PROBLEM DETAILS: Copy each line from the entries that the word "thumb" appears in.

(Pixel coordinate listings)
╔══
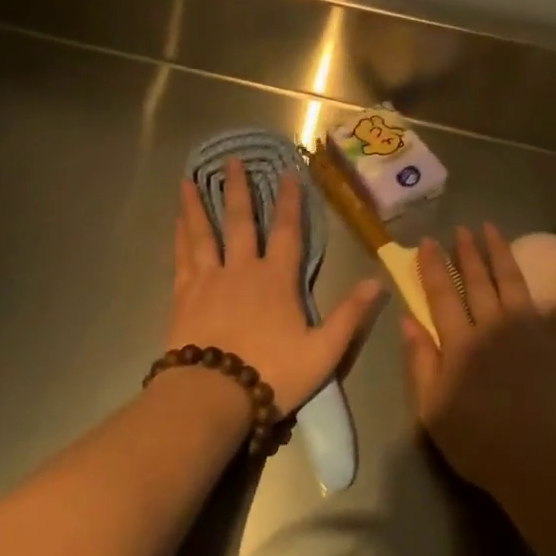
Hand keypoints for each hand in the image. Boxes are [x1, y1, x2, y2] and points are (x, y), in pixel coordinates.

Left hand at [170, 159, 384, 414]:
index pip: (288, 231)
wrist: (212, 395)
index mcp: (276, 279)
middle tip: (231, 160)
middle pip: (240, 221)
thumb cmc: (272, 374)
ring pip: (203, 233)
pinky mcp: (184, 296)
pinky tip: (177, 223)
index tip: (287, 172)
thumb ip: (350, 315)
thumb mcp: (323, 351)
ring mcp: (208, 280)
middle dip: (238, 189)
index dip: (289, 201)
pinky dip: (180, 236)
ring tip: (188, 179)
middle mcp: (241, 269)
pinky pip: (182, 257)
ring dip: (197, 204)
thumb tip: (379, 282)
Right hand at [401, 224, 555, 491]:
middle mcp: (493, 325)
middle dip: (467, 252)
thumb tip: (408, 319)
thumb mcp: (431, 408)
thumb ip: (420, 361)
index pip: (442, 294)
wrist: (538, 464)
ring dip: (501, 253)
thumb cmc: (478, 441)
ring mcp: (531, 330)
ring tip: (493, 229)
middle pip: (477, 281)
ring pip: (513, 282)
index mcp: (460, 342)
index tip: (427, 242)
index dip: (433, 267)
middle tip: (461, 228)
╚══
SOLUTION:
thumb cmc: (272, 374)
thumb ip: (350, 315)
thumb mcp: (323, 351)
thumb tip: (379, 282)
thumb tip: (408, 319)
thumb mcp: (431, 408)
thumb ip: (420, 361)
thumb cmc: (478, 441)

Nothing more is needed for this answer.